- _REQUIRED WORK_
Will you quote all of the entries, word for word?
_ _ _ _ _
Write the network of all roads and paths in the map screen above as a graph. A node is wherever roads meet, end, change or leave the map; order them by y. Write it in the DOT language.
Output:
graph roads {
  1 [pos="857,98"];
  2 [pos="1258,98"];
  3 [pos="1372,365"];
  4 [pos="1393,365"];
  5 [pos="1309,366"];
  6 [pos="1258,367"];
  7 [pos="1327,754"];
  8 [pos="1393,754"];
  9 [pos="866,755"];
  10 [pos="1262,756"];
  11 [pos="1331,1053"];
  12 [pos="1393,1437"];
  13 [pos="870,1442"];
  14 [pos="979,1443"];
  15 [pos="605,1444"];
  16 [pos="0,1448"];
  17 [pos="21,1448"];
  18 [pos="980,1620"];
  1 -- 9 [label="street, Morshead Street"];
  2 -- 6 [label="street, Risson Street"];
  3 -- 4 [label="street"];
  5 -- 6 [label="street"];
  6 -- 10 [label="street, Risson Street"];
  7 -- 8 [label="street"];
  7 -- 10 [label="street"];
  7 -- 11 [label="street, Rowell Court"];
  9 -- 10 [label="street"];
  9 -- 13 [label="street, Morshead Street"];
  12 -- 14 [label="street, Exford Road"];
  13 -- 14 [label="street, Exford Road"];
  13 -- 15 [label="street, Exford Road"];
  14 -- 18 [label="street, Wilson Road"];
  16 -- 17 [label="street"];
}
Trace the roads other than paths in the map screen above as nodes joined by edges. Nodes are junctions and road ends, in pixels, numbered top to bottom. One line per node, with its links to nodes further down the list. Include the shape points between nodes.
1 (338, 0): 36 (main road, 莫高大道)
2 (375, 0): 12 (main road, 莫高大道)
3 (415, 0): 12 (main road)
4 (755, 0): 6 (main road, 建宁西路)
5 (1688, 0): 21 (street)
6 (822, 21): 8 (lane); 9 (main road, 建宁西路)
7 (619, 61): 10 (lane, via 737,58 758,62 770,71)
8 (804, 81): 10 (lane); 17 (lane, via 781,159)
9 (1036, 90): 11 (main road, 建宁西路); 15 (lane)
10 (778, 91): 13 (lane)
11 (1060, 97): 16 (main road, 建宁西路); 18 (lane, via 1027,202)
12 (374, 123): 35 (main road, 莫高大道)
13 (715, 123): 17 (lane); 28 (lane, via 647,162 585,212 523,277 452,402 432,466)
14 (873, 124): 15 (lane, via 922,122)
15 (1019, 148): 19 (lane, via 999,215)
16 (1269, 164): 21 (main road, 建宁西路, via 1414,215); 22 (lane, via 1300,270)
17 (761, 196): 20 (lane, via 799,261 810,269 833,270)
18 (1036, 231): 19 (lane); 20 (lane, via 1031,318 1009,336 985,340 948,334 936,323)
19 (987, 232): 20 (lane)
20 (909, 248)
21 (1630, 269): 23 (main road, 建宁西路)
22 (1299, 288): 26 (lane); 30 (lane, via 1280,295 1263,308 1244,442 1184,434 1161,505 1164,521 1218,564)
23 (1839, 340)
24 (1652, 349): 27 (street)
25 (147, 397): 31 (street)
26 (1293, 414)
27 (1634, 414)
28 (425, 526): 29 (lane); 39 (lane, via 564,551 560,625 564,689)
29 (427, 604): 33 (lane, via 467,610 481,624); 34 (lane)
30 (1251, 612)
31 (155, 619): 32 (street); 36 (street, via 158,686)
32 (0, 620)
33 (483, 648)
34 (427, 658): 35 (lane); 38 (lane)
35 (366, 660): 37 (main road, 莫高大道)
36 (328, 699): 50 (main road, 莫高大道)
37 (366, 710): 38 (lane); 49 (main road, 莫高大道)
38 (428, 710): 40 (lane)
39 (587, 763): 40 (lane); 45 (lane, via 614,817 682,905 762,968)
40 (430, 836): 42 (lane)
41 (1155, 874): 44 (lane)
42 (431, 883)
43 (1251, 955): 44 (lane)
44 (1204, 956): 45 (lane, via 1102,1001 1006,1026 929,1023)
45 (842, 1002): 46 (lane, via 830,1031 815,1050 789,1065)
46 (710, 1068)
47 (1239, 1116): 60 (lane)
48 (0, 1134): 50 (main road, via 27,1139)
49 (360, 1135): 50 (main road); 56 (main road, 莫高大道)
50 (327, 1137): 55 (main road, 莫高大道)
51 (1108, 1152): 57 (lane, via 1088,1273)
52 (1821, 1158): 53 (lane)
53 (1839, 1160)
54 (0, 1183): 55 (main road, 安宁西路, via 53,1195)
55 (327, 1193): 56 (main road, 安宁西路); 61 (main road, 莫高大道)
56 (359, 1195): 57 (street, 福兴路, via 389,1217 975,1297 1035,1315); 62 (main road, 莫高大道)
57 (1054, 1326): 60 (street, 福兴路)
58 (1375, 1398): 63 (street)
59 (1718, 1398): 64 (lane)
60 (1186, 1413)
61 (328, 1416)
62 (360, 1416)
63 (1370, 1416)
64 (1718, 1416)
_ _ _ _ _
- _PROBLEM SOLUTION_
Write the network of all roads and paths in the map screen above as a graph. A node is wherever roads meet, end, change or leave the map; order them by y. Write it in the DOT language.
Output:
graph roads {
  1 [pos="857,98"];
  2 [pos="1258,98"];
  3 [pos="1372,365"];
  4 [pos="1393,365"];
  5 [pos="1309,366"];
  6 [pos="1258,367"];
  7 [pos="1327,754"];
  8 [pos="1393,754"];
  9 [pos="866,755"];
  10 [pos="1262,756"];
  11 [pos="1331,1053"];
  12 [pos="1393,1437"];
  13 [pos="870,1442"];
  14 [pos="979,1443"];
  15 [pos="605,1444"];
  16 [pos="0,1448"];
  17 [pos="21,1448"];
  18 [pos="980,1620"];
  1 -- 9 [label="street, Morshead Street"];
  2 -- 6 [label="street, Risson Street"];
  3 -- 4 [label="street"];
  5 -- 6 [label="street"];
  6 -- 10 [label="street, Risson Street"];
  7 -- 8 [label="street"];
  7 -- 10 [label="street"];
  7 -- 11 [label="street, Rowell Court"];
  9 -- 10 [label="street"];
  9 -- 13 [label="street, Morshead Street"];
  12 -- 14 [label="street, Exford Road"];
  13 -- 14 [label="street, Exford Road"];
  13 -- 15 [label="street, Exford Road"];
  14 -- 18 [label="street, Wilson Road"];
  16 -- 17 [label="street"];
}
Trace the roads other than paths in the map screen above as nodes joined by edges. Nodes are junctions and road ends, in pixels, numbered top to bottom. One line per node, with its links to nodes further down the list. Include the shape points between nodes.
1 (338, 0): 36 (main road, 莫高大道)
2 (375, 0): 12 (main road, 莫高大道)
3 (415, 0): 12 (main road)
4 (755, 0): 6 (main road, 建宁西路)
5 (1688, 0): 21 (street)
6 (822, 21): 8 (lane); 9 (main road, 建宁西路)
7 (619, 61): 10 (lane, via 737,58 758,62 770,71)
8 (804, 81): 10 (lane); 17 (lane, via 781,159)
9 (1036, 90): 11 (main road, 建宁西路); 15 (lane)
10 (778, 91): 13 (lane)
11 (1060, 97): 16 (main road, 建宁西路); 18 (lane, via 1027,202)
12 (374, 123): 35 (main road, 莫高大道)
13 (715, 123): 17 (lane); 28 (lane, via 647,162 585,212 523,277 452,402 432,466)
14 (873, 124): 15 (lane, via 922,122)
15 (1019, 148): 19 (lane, via 999,215)
16 (1269, 164): 21 (main road, 建宁西路, via 1414,215); 22 (lane, via 1300,270)
17 (761, 196): 20 (lane, via 799,261 810,269 833,270)
18 (1036, 231): 19 (lane); 20 (lane, via 1031,318 1009,336 985,340 948,334 936,323)
19 (987, 232): 20 (lane)
20 (909, 248)
21 (1630, 269): 23 (main road, 建宁西路)
22 (1299, 288): 26 (lane); 30 (lane, via 1280,295 1263,308 1244,442 1184,434 1161,505 1164,521 1218,564)
23 (1839, 340)
24 (1652, 349): 27 (street)
25 (147, 397): 31 (street)
26 (1293, 414)
27 (1634, 414)
28 (425, 526): 29 (lane); 39 (lane, via 564,551 560,625 564,689)
29 (427, 604): 33 (lane, via 467,610 481,624); 34 (lane)
30 (1251, 612)
31 (155, 619): 32 (street); 36 (street, via 158,686)
32 (0, 620)
33 (483, 648)
34 (427, 658): 35 (lane); 38 (lane)
35 (366, 660): 37 (main road, 莫高大道)
36 (328, 699): 50 (main road, 莫高大道)
37 (366, 710): 38 (lane); 49 (main road, 莫高大道)
38 (428, 710): 40 (lane)
39 (587, 763): 40 (lane); 45 (lane, via 614,817 682,905 762,968)
40 (430, 836): 42 (lane)
41 (1155, 874): 44 (lane)
42 (431, 883)
43 (1251, 955): 44 (lane)
44 (1204, 956): 45 (lane, via 1102,1001 1006,1026 929,1023)
45 (842, 1002): 46 (lane, via 830,1031 815,1050 789,1065)
46 (710, 1068)
47 (1239, 1116): 60 (lane)
48 (0, 1134): 50 (main road, via 27,1139)
49 (360, 1135): 50 (main road); 56 (main road, 莫高大道)
50 (327, 1137): 55 (main road, 莫高大道)
51 (1108, 1152): 57 (lane, via 1088,1273)
52 (1821, 1158): 53 (lane)
53 (1839, 1160)
54 (0, 1183): 55 (main road, 安宁西路, via 53,1195)
55 (327, 1193): 56 (main road, 安宁西路); 61 (main road, 莫高大道)
56 (359, 1195): 57 (street, 福兴路, via 389,1217 975,1297 1035,1315); 62 (main road, 莫高大道)
57 (1054, 1326): 60 (street, 福兴路)
58 (1375, 1398): 63 (street)
59 (1718, 1398): 64 (lane)
60 (1186, 1413)
61 (328, 1416)
62 (360, 1416)
63 (1370, 1416)
64 (1718, 1416)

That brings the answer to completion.